Schwinden spent the entirety of the 2013 campaign in Triple-A, now with the Las Vegas 51s. In 29 appearances (28 starts) for Las Vegas, he compiled a 6-9 record and 5.78 ERA with 89 strikeouts across 146 1/3 innings pitched. Schwinden was released by the Mets organization on March 24, 2014.

===Texas Rangers===
On May 17, 2014, Schwinden signed a minor league contract with the Texas Rangers. In three starts for the Triple-A Round Rock Express, he struggled to a 1-2 record and 11.25 ERA with 11 strikeouts over 12 innings of work. Schwinden was released by the Rangers organization on June 9.
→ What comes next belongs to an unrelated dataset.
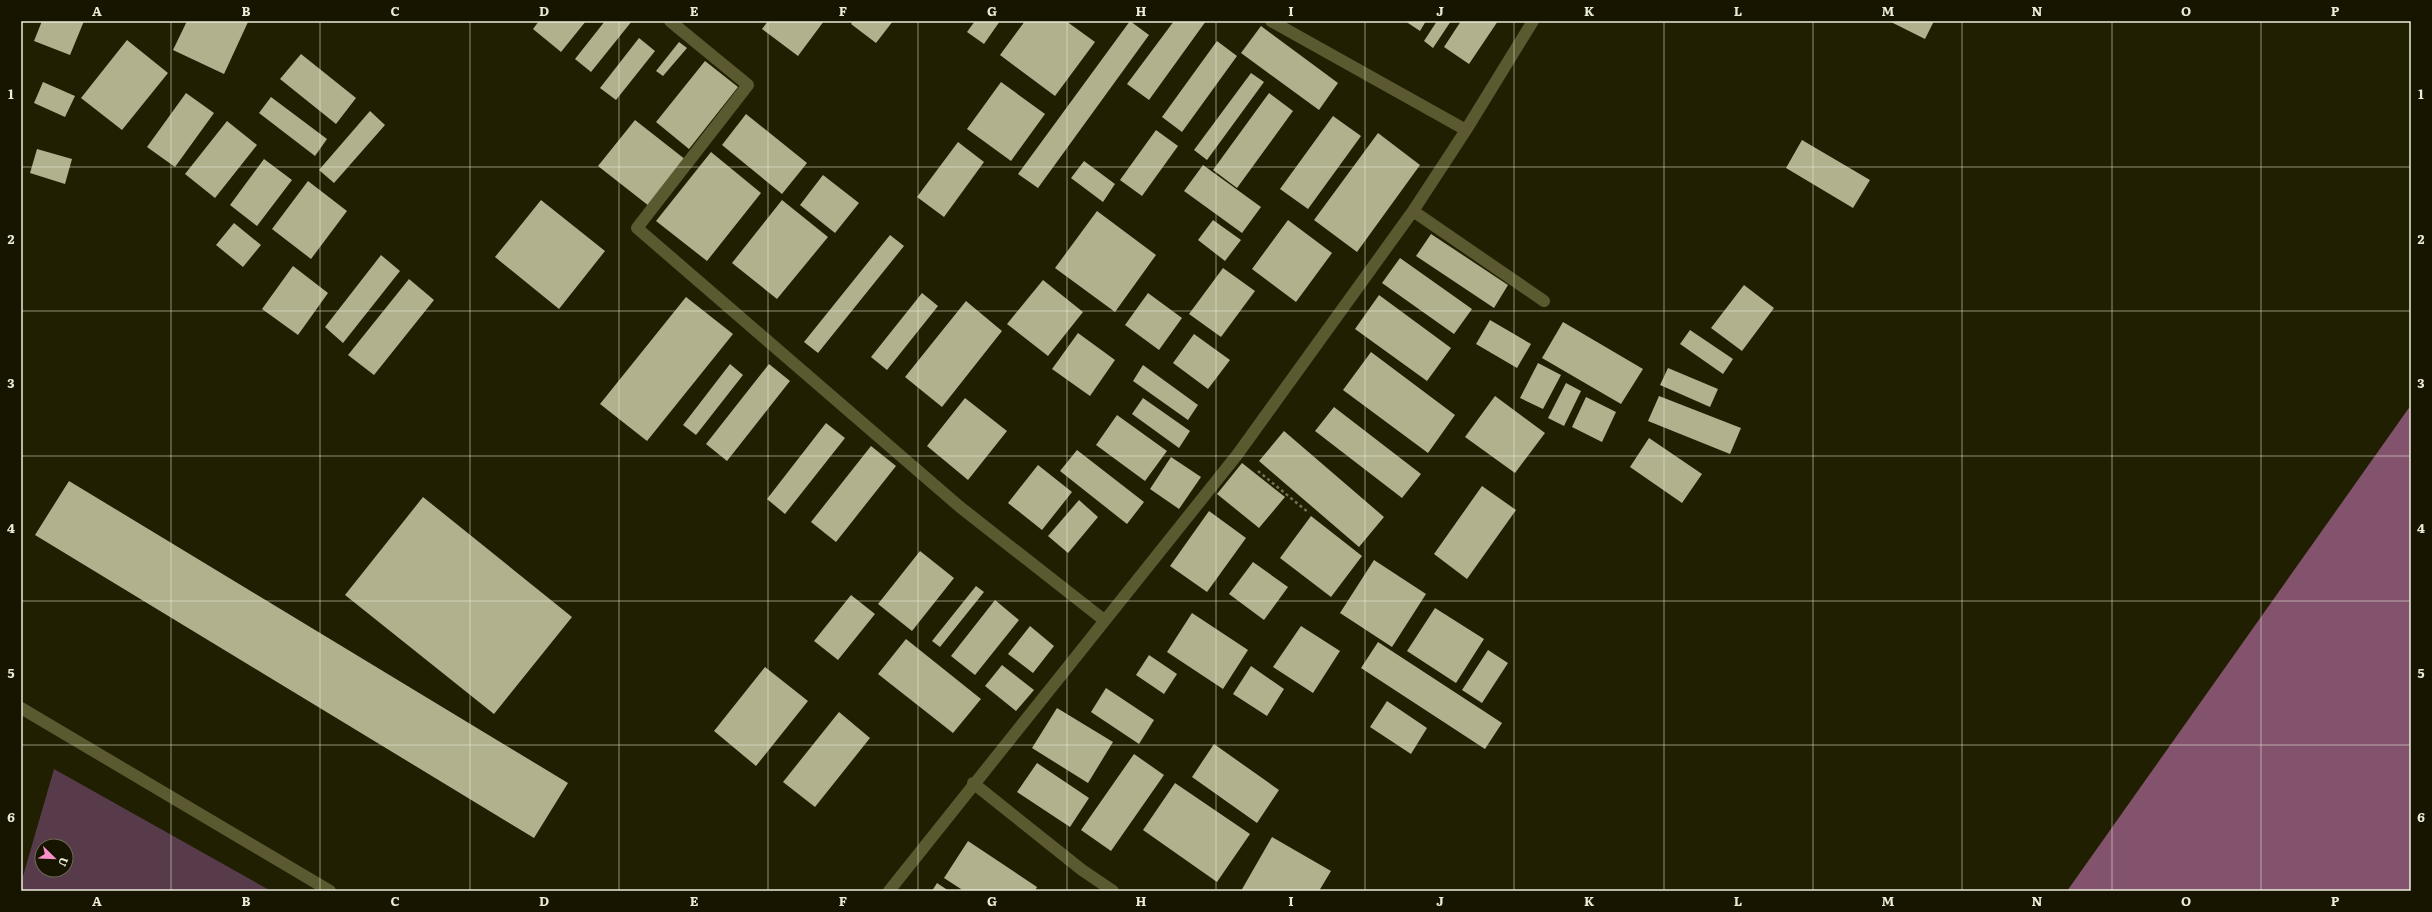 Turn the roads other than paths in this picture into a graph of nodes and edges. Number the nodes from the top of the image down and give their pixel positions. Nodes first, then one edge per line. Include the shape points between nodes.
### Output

===Lancaster Barnstormers===
Schwinden spent the majority of the 2014 season with the Lancaster Barnstormers of the Atlantic League of Professional Baseball. He was named the Atlantic League Pitcher of the Year after throwing sixteen quality starts and winning nine of his first twelve starts en route to an Atlantic League championship. Schwinden left baseball on a high note as he retired following the 2014 season. In 25 starts for Lancaster, he had logged a 2.57 ERA with 105 strikeouts across 164 2/3 innings pitched.